Na universidade, a paixão por um estudante de História dá início a uma série de acontecimentos marcantes para a vida da personagem. O primeiro e mais emblemático é quando conhece o orientador de seu namorado, o professor Tony Canning. Com ele, Serena aprende a apreciar os clássicos da literatura mundial, a contestar acontecimentos históricos, a saborear vinhos e trufas. Vive o melhor da vida. “Eu lembro de tudo – a mesa de pinho lixada com as pernas de um azul-piscina todo lascado, a grande vasilha de faiança com os porcini escorregadios, o disco de polenta como um sol em miniatura sobre um prato verde-claro com a cerâmica rachada, a garrafa de vinho preta e empoeirada, a rúcula apimentada numa tigelinha branca trincada, e Tony fazendo o molho em questão de segundos, virando o óleo e apertando meio limão com a mão ainda enquanto, ou pelo menos era o que parecia, levava a salada até a mesa”.

Canning é seu tutor moral e sexual.
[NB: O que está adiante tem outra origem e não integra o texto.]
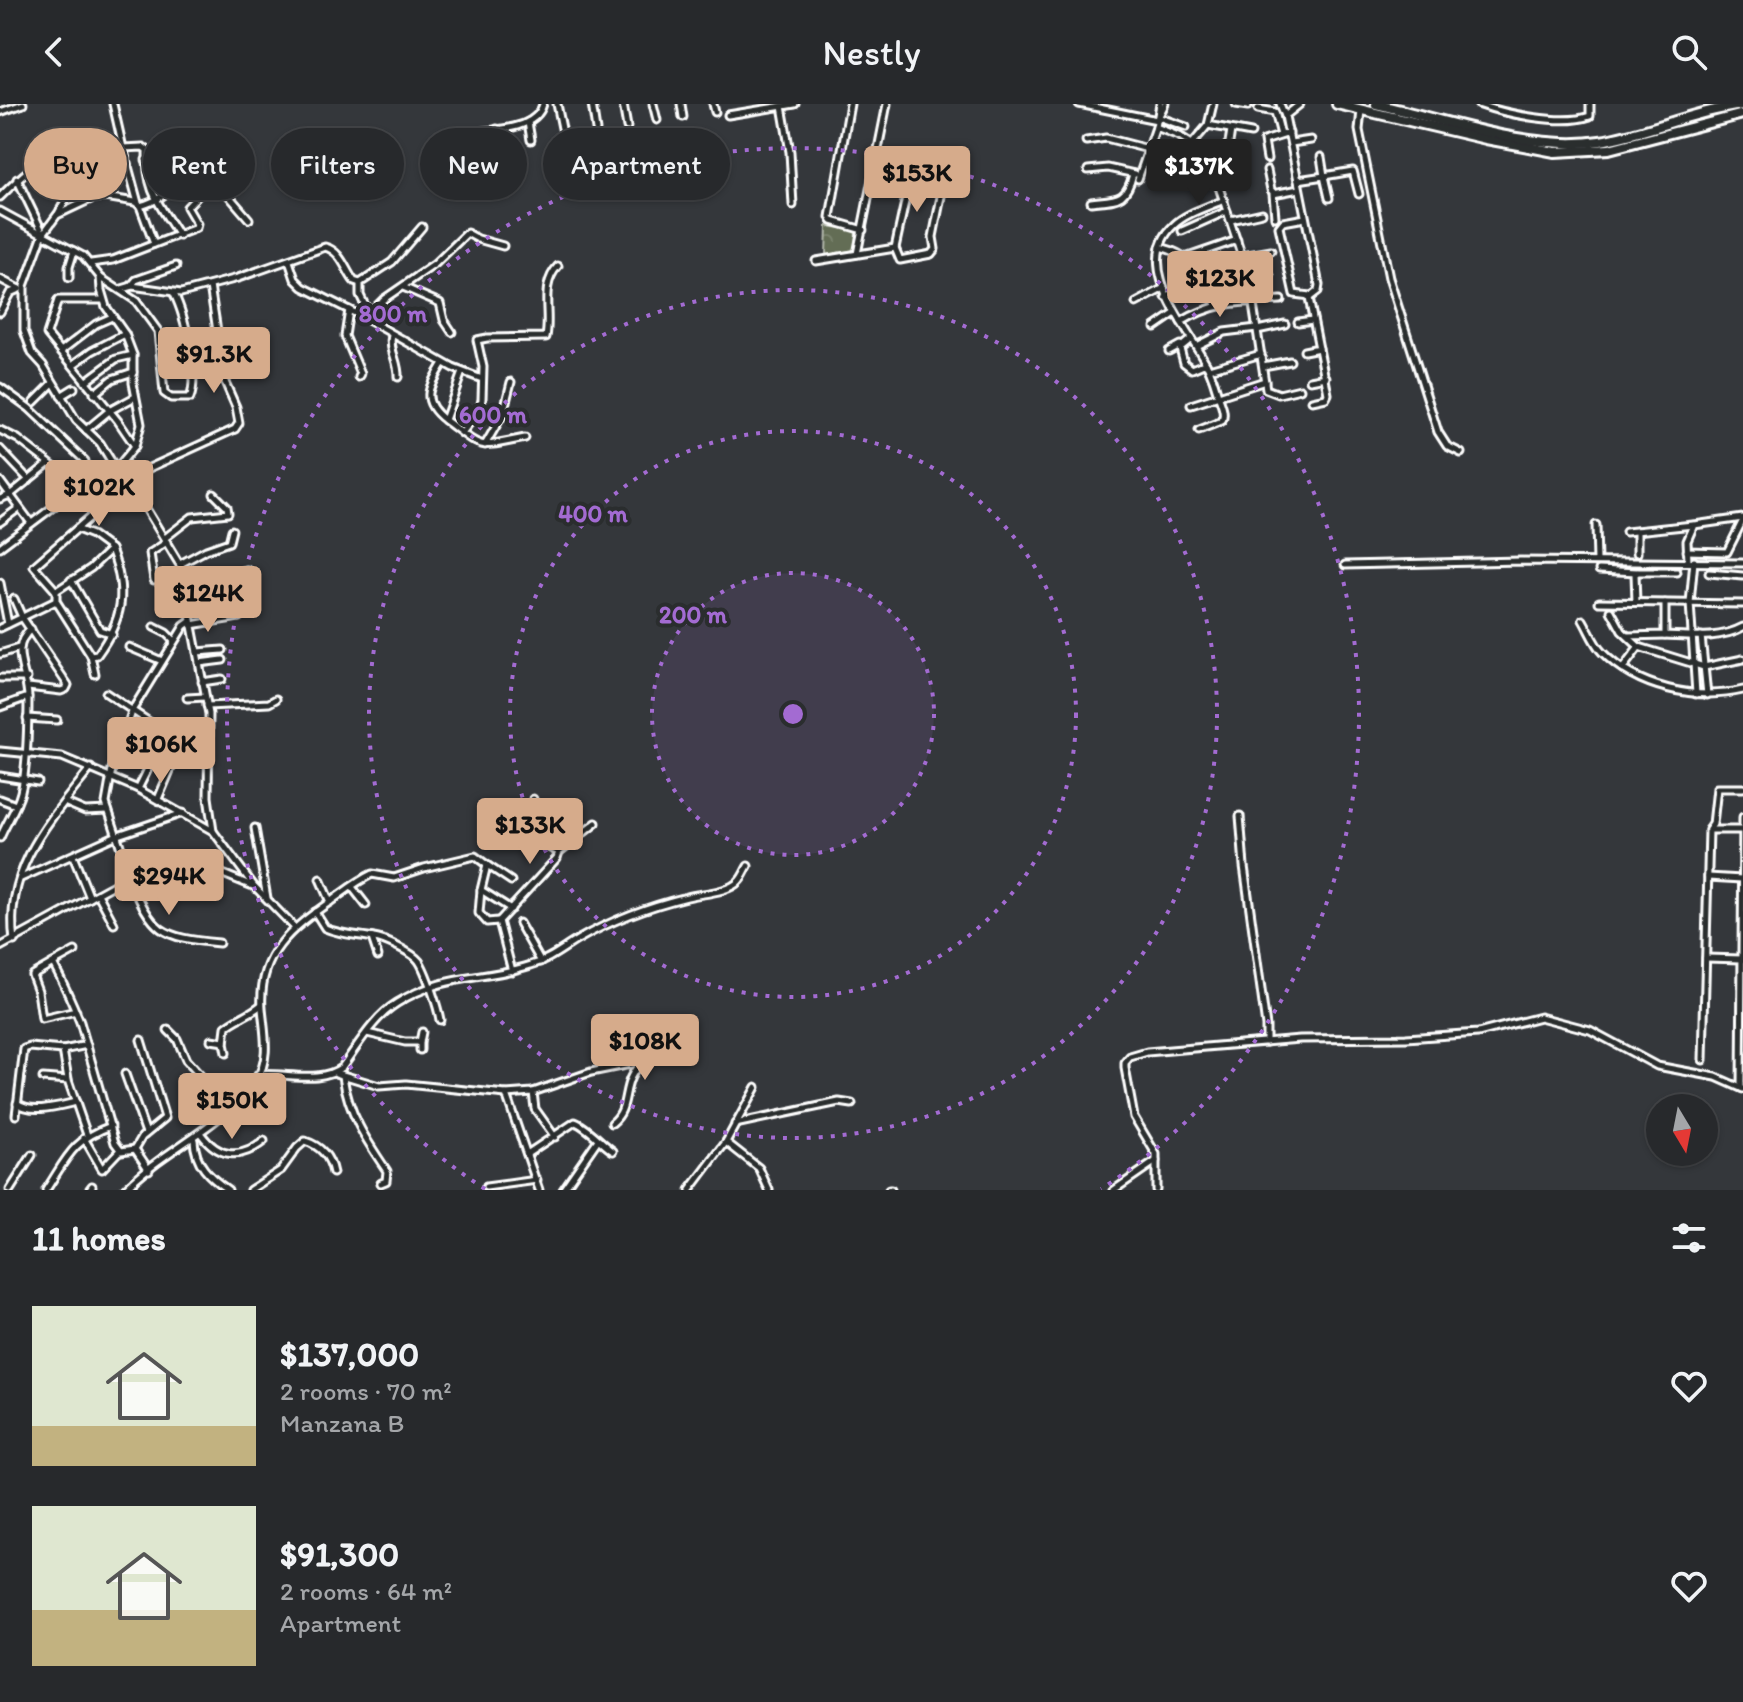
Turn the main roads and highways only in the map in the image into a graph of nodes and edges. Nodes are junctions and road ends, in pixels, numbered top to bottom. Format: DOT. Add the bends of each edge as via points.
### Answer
graph roads {
  1 [pos="1337,104"];
  2 [pos="1376,104"];
  3 [pos="1403,104"];
  4 [pos="1743,105"];
  5 [pos="1418,114"];
  6 [pos="1743,114"];
  1 -- 6 [label="main road" via="1524,148 1579,152"];
  2 -- 5 [label="main road"];
  3 -- 5 [label="main road"];
  4 -- 5 [label="main road" via="1581,143 1521,138"];
}
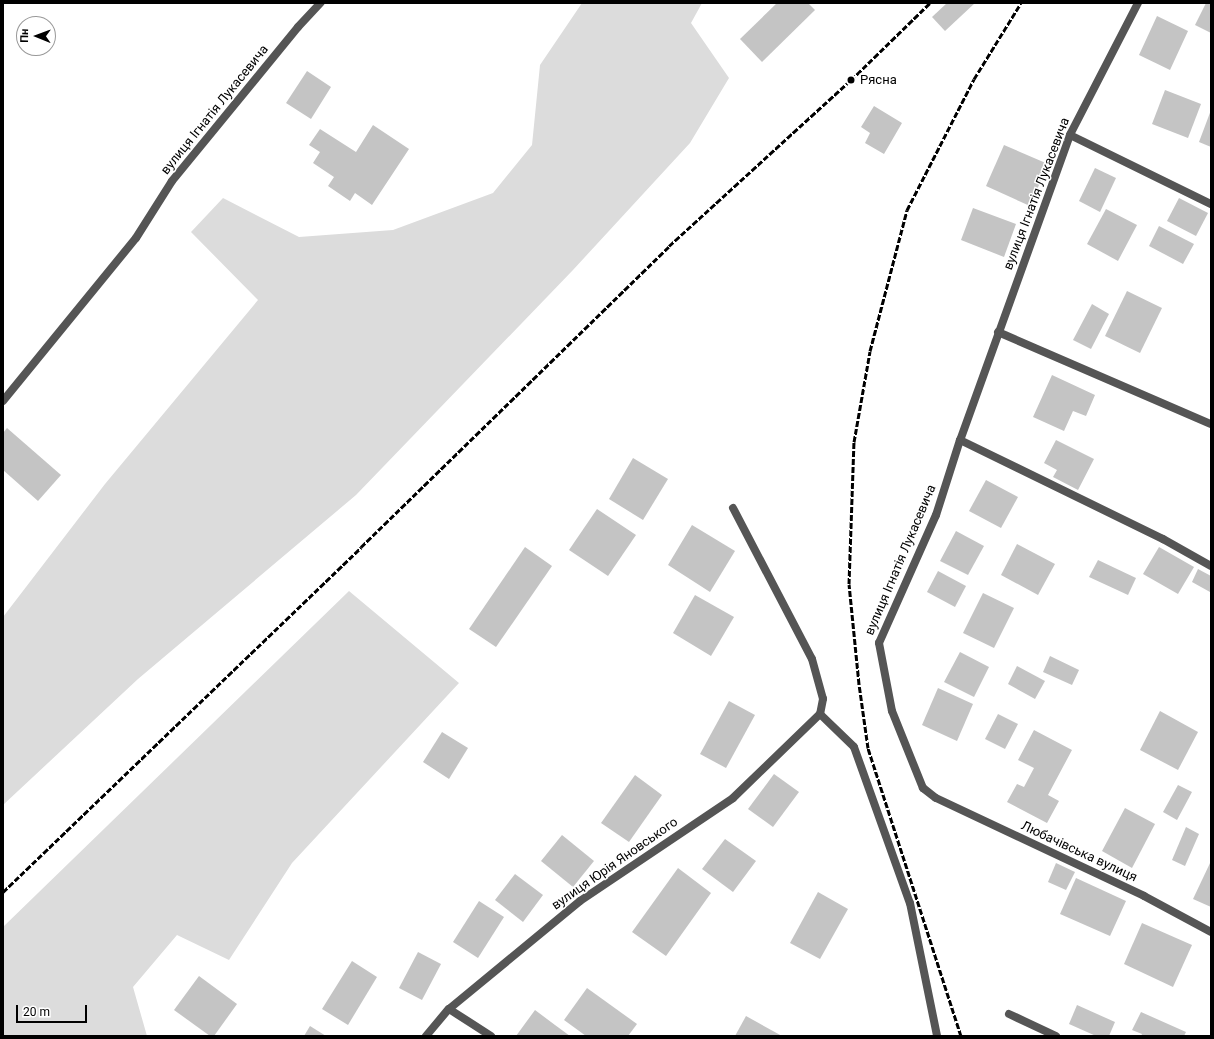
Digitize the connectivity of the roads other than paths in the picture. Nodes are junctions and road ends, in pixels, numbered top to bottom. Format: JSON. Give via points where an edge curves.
{"nodes":[{"id":1,"x":320,"y":3,"type":"edge"},
{"id":2,"x":1138,"y":3,"type":"edge"},
{"id":3,"x":1070,"y":135,"type":"junction"},
{"id":4,"x":1211,"y":204,"type":"edge"},
{"id":5,"x":998,"y":332,"type":"junction"},
{"id":6,"x":3,"y":401,"type":"edge"},
{"id":7,"x":1211,"y":424,"type":"edge"},
{"id":8,"x":960,"y":440,"type":"junction"},
{"id":9,"x":733,"y":508,"type":"dead end"},
{"id":10,"x":1211,"y":566,"type":"edge"},
{"id":11,"x":820,"y":714,"type":"junction"},
{"id":12,"x":936,"y":798,"type":"joint"},
{"id":13,"x":1211,"y":932,"type":"edge"},
{"id":14,"x":449,"y":1009,"type":"junction"},
{"id":15,"x":1009,"y":1014,"type":"dead end"},
{"id":16,"x":426,"y":1036,"type":"edge"},
{"id":17,"x":491,"y":1036,"type":"edge"},
{"id":18,"x":936,"y":1036,"type":"edge"},
{"id":19,"x":1056,"y":1036,"type":"edge"}],
"edges":[{"from":1,"to":6,"type":"street","name":"вулиця Ігнатія Лукасевича","via":[[172,181],[136,238]]},
{"from":2,"to":3,"type":"street","name":"вулиця Ігнатія Лукасевича"},
{"from":3,"to":4,"type":"street"},
{"from":3,"to":5,"type":"street","name":"вулиця Ігнатія Лукасевича"},
{"from":5,"to":7,"type":"street"},
{"from":5,"to":8,"type":"street","name":"вулиця Ігнатія Лукасевича"},
{"from":8,"to":10,"type":"street","via":[[1163,539]]},
{"from":8,"to":12,"type":"street","name":"вулиця Ігнатія Лукасевича","via":[[936,516],[879,643],[892,711],[923,788]]},
{"from":9,"to":11,"type":"street","via":[[812,660],[823,699]]},
{"from":11,"to":14,"type":"street","name":"вулиця Юрія Яновського","via":[[733,798],[580,901]]},
{"from":11,"to":18,"type":"street","via":[[854,746],[910,903]]},
{"from":12,"to":13,"type":"street","name":"Любачівська вулиця","via":[[1144,896]]},
{"from":14,"to":16,"type":"street","name":"вулиця Юрія Яновського"},
{"from":14,"to":17,"type":"street"},
{"from":15,"to":19,"type":"street"}]}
Ele também a prepara para ingressar no Serviço Secreto Britânico, o MI5. Nessa parte do livro, é impossível não se lembrar do filme “Educação” (“AnEducation”, 2009), no qual a doce e inteligente Jenny Carey (interpretada pela inglesa Carey Mulligan), uma adolescente de 16 anos, apaixona-se por um homem mais velho, que a educa a partir das experiências de vida. Tony Canning também ensina a Serena que nem toda ficção é boa: por vezes, é melhor contemplar e sentir o mundo do que ler bobagens e análises pífias. Mesmo com os ensinamentos, Serena continua “a mais simples das leitoras. Só queria o meu mundo, comigo dentro, devolvido para mim de maneiras artísticas e de uma forma acessível”.

Serviço secreto

Abandonada por Canning, Serena Frome ingressa no MI5 na década de 70, quando as disputas ideológicas da Guerra Fria estão em plena ebulição. Crise econômica, manifestações de trabalhadores, política internacional, contracultura e terrorismo formam pano de fundo para o trabalho de Serena no Serviço Secreto. Ela aprende que cultura e política andam sempre de mãos dadas, suspirando apaixonadas uma pela outra. No MI5, é instruída que a Inglaterra atua como um mecenas oculto para jovens artistas. George Orwell, por exemplo, teria sido um desses escritores indiretamente patrocinados pelo Estado. Obras como “1984” e “Revolução dos Bichos” seriam aparatos ideológicos para que os ingleses entendessem de uma vez por todas os malefícios de governos comunistas. Seria a Inglaterra maior do que as individualidades culturais de seus cidadãos? Até que ponto o Estado pode utilizar a coação para deter as divergências? São algumas das indagações propostas por McEwan no enredo.

Os momentos mais brilhantes do livro começam quando a protagonista vê-se envolvida em sua primeira missão de destaque, a Operação Tentação. O trabalho consiste em convencer o jovem escritor Tom Healy a produzir textos favoráveis ao sistema capitalista (sem que ele saiba que está sendo manipulado pelo MI5, é claro). Primeiro, é preciso ler tudo o que Healy já produziu. Nas passagens “livros dentro do livro”, o leitor pode se deliciar e viajar com Serena nos contos “Eis o amor” e “Manequim”.

O mal da ficção

Sentimentos e obrigações estão numa batalha fervorosa no íntimo de Serena, principalmente quando ela se apaixona pelo escritor. “Ele era o meu projeto, o meu caso, a minha missão. A arte dele, o meu trabalho e a nossa história eram uma coisa só. Se ele fracassasse, eu fracassava. Simples, então – nós íamos triunfar juntos”. O enredo de “Serena” mostra que a experiência da leitura é egoísta, e, por vezes, cruel. É a prova concreta de que a história é sempre uma construção possível do real e de que a ficção também é destruição. Se para a protagonista “os escritores tinham para com os seus leitores uma dívida de cuidado, de misericórdia”, Ian McEwan é impiedoso com o leitor: nesse romance poderoso e genial, não há nada mais gratificante do que ser enganado em cada palavra.